Aging is an inevitable consequence of life and accelerates after achieving reproductive age, leading with time to the malfunction of tissues and organs that have completed the reproductive period of life, which finally results over time in biological death. The hematopoietic system is not an exception to this rule and the aging process has negative effects on hematopoietic stem/progenitor cells (HSPCs). Several mechanisms are currently proposed that accelerate this process and not all of them are well understood. It is accepted that, the aging process impairs the regenerative potential of HSPCs and skews their differentiation towards the myeloid lineage. The age-associated pathophysiological changes of the hematopoietic system include the onset of anemia and diminished adaptive immune competence, and may lead to development of myelodysplasia and leukemia, all of which can be explained by the loss of normal homeostatic controls in the hematopoietic tissues.
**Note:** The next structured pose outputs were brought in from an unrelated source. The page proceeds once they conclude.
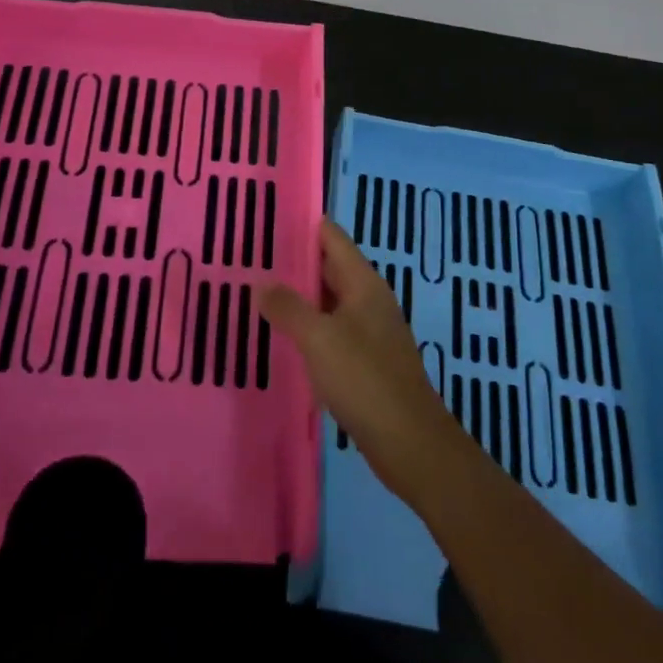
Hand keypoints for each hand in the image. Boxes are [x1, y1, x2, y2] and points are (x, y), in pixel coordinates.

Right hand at [258, 219, 466, 504]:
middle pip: (330, 268)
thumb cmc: (365, 379)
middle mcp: (369, 300)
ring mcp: (370, 331)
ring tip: (258, 293)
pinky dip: (309, 328)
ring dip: (299, 297)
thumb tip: (262, 283)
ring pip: (329, 302)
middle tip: (251, 258)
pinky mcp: (366, 362)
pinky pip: (332, 331)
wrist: (410, 442)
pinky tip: (283, 337)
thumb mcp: (319, 339)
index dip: (302, 225)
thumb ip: (288, 307)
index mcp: (363, 283)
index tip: (266, 219)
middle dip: (294, 262)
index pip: (332, 237)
Therefore, it is so important to study and to elucidate the mechanism that lead to these pathologies.

Overall it is a remarkable review written by Dr. Broxmeyer and his collaborators at the Indiana University School of Medicine who are top experts in experimental hematology. In this comprehensive review, authors approach this problem from different angles reviewing on one hand the literature relevant to this topic and on the other presenting their own insight to mechanism that govern aging process. What is very important is that this excellent review addresses also a danger of potential artifacts related to the collection and processing procedures of HSPCs in the experimental setting of aging, that may not always be fully representative to situations that occur in vivo in bone marrow microenvironment. One of the important factors discussed by authors is to avoid exposure of collected HSPCs to ambient air conditions, as even their short exposure to ambient 21% O2 level may change biology of these cells that in steady state conditions reside in bone marrow at around 3% O2. As pointed out in this review, collection of cells in ambient air subjects them to a phenomenon of Extra Physiological Oxygen Shock Stress (EPHOSS) that results in a rapid loss of their stemness due to their differentiation into progenitor cells.

Moreover, Dr. Broxmeyer et al. discuss in this paper effects of chronic inflammation, changes in hematopoietic microenvironment, age related clonal hematopoiesis, involvement of microbiome, sirtuins, mitochondria and reactive oxygen species on aging of HSPCs. There are also discussed age related problems relevant to processing, mobilization, transplantation homing and engraftment of these cells. Authors also ask based on their very recent work if COVID19 will have similar negative effect on stem cell compartment in young and old individuals. Finally, Dr. Broxmeyer points out to some still under-investigated areas such as for example a role of molecular chaperons and heat shock proteins on aging of HSPCs and discusses some potential approaches that may prevent aging and allow increasing robustness of HSPCs.